● **Your objective**:
Using the data that follows, output only the lines from the line with "ring pip: (282, 273)" up to and including the line with "index tip: (411, 267)", exactly, leaving pictures aside.
══════════
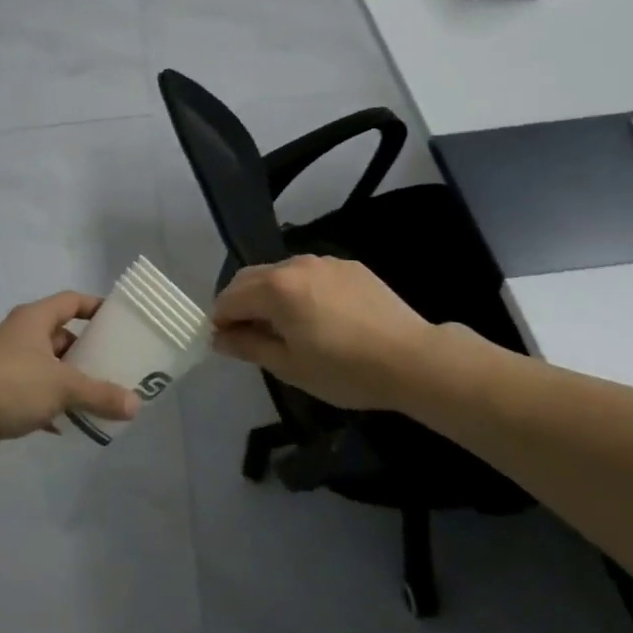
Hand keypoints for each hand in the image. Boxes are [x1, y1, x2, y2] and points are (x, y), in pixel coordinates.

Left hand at [0, 292, 141, 467]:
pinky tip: (66, 425)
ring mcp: (6, 364)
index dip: (95, 306)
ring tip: (97, 398)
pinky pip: (33, 394)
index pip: (71, 301)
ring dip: (69, 382)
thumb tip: (137, 405)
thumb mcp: (63, 387)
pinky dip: (50, 406)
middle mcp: (20, 335)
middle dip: (86, 351)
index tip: (119, 320)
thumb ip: (100, 394)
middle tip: (114, 366)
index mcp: (34, 319)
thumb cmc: (12, 385)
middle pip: (61, 335)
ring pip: (47, 367)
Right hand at [212, 256, 475, 411]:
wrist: (413, 359)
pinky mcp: (350, 266)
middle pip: (251, 278)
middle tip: (249, 337)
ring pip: (282, 273)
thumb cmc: (345, 370)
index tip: (226, 344)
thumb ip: (249, 346)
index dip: (220, 320)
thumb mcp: (290, 366)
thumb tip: (219, 337)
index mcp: (276, 287)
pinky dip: (300, 290)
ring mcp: (325, 262)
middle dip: (241, 303)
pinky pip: (311, 274)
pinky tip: (319, 317)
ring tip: (285, 327)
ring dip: (271, 295)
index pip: (229, 297)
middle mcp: (295, 264)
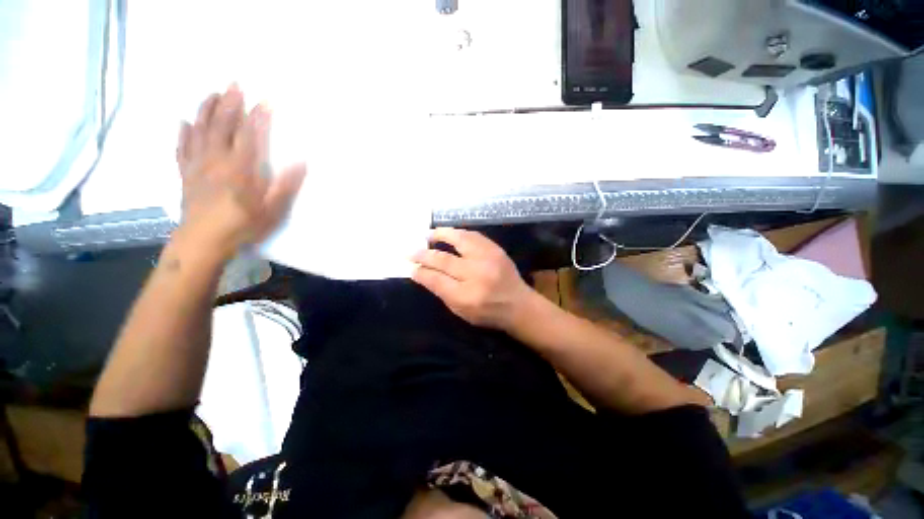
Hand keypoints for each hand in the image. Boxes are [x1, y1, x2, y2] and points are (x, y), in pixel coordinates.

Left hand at [176, 85, 305, 257]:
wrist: (203, 240)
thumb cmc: (242, 225)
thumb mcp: (272, 209)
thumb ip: (286, 185)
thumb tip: (302, 162)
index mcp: (240, 168)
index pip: (250, 135)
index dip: (258, 117)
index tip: (265, 100)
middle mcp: (216, 159)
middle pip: (222, 125)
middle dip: (229, 103)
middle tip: (234, 83)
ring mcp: (197, 164)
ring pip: (200, 130)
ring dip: (206, 110)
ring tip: (212, 93)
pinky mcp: (185, 173)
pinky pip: (182, 147)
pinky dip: (183, 133)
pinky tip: (184, 122)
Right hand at [411, 228, 536, 330]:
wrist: (519, 305)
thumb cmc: (488, 313)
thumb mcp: (461, 311)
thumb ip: (442, 292)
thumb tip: (423, 273)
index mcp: (466, 296)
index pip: (436, 279)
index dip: (420, 272)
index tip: (411, 267)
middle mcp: (476, 275)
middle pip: (443, 260)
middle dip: (423, 254)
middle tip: (411, 251)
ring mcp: (487, 259)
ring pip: (458, 240)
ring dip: (440, 235)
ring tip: (428, 235)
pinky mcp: (495, 249)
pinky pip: (472, 236)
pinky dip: (457, 233)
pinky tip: (449, 234)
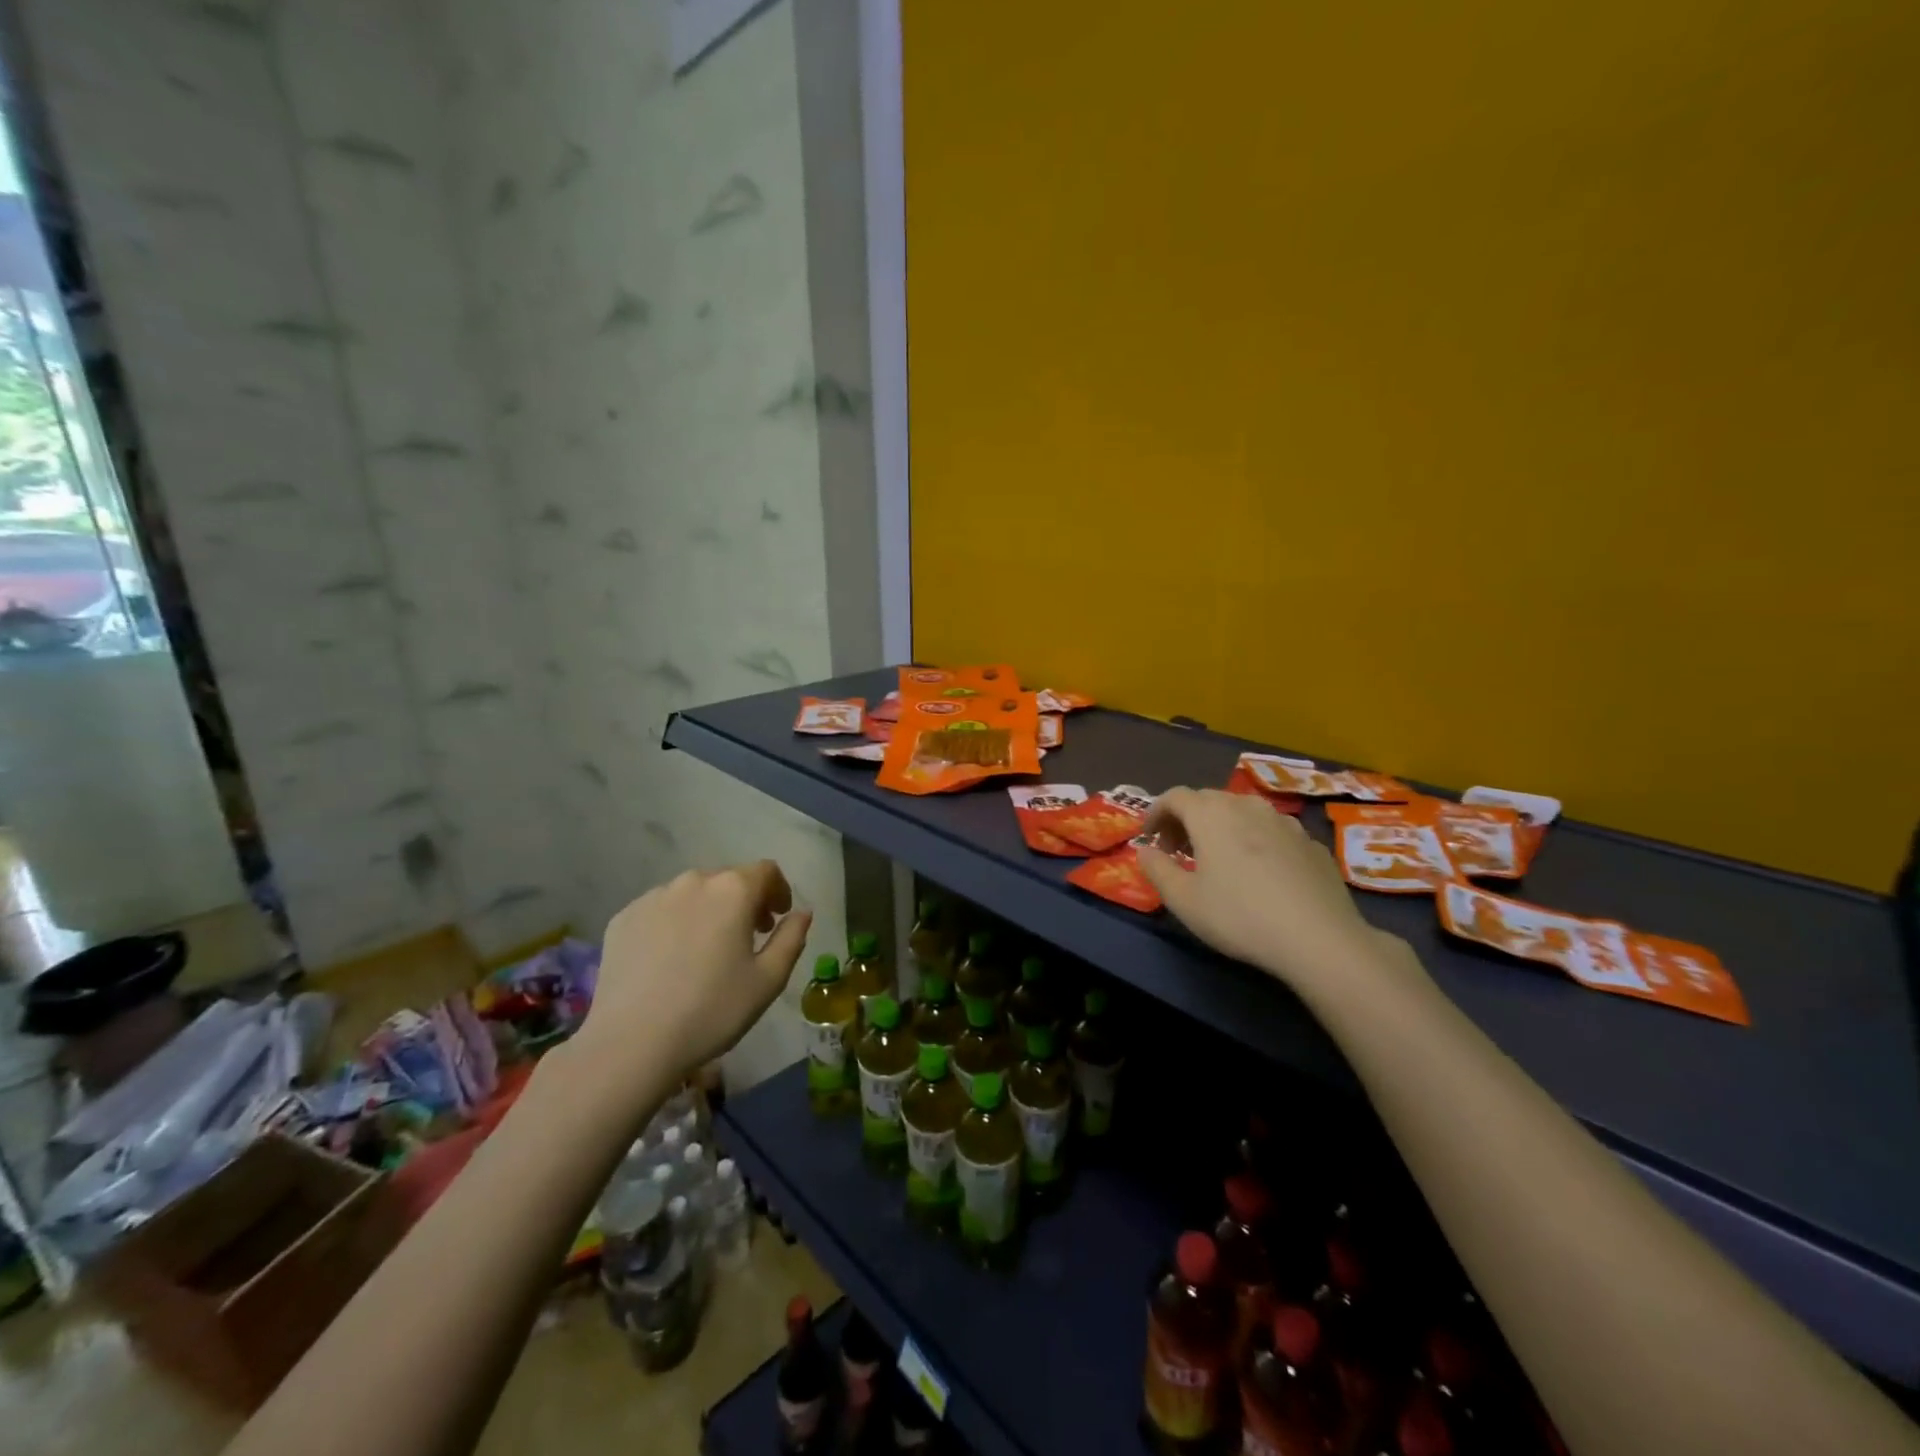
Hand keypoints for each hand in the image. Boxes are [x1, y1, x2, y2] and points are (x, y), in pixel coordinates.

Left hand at [580, 862, 813, 1094]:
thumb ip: (792, 938)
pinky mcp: (623, 918)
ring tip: (706, 950)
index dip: (778, 890)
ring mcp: (652, 897)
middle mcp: (693, 881)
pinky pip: (660, 910)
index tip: (777, 918)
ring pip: (692, 894)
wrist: (630, 1044)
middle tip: (747, 938)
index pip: (766, 871)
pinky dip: (674, 924)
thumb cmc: (711, 1010)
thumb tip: (801, 913)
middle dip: (744, 902)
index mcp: (733, 890)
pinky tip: (670, 961)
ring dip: (708, 911)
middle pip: (728, 879)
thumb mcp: (768, 980)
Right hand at [1137, 788, 1386, 994]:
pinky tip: (1260, 873)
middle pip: (1208, 800)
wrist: (1319, 938)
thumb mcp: (1184, 900)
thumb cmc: (1239, 916)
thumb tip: (1145, 851)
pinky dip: (1255, 841)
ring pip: (1242, 812)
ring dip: (1222, 827)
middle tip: (1177, 850)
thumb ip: (1157, 870)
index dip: (1156, 812)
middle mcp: (1246, 806)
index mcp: (1211, 814)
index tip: (1149, 838)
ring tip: (1218, 859)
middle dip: (1186, 819)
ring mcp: (1284, 821)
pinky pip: (1272, 831)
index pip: (1174, 797)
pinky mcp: (1311, 842)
══════════
● **Final answer**:
ring pip: (282, 273)
thumb cmc: (345, 370)
index tip: (226, 344)
thumb ip: (249, 346)
index dip: (220, 320)
thumb mcp: (290, 366)
thumb tip: (219, 337)
index mcp: (276, 287)
pinky dip: (300, 290)
ring mcp: (325, 262)
middle dip: (241, 303)
pinky pip: (311, 274)
pinky tip: (319, 317)
ring tip: (285, 327)
ring dip: (271, 295)
index pip: (229, 297)
middle mcp: (295, 264)
Hand keypoints for each hand in the image. Boxes are [x1, y1, x2, y2] and points are (x, y), in pixel coordinates.

Left hand at [176, 85, 305, 257]:
wrist: (203, 240)
thumb cmc: (242, 225)
thumb mcp: (272, 209)
thumb ip: (286, 185)
thumb tip: (302, 162)
index mcp: (240, 168)
index pip: (250, 135)
index dip: (258, 117)
index tip: (265, 100)
middle mcp: (216, 159)
middle pip: (222, 125)
middle dip: (229, 103)
middle tip: (234, 83)
ring mcp: (197, 164)
ring pip: (200, 130)
ring dip: (206, 110)
ring tip: (212, 93)
pinky mcp: (185, 173)
pinky pip: (182, 147)
pinky dip: (183, 133)
pinky tip: (184, 122)
Right hand at [411, 228, 536, 330]:
wrist: (519, 305)
thumb cmc: (488, 313)
thumb mcp: (461, 311)
thumb ip: (442, 292)
thumb tip: (423, 273)
index mcp: (466, 296)
index pip: (436, 279)
index dip: (420, 272)
index tip: (411, 267)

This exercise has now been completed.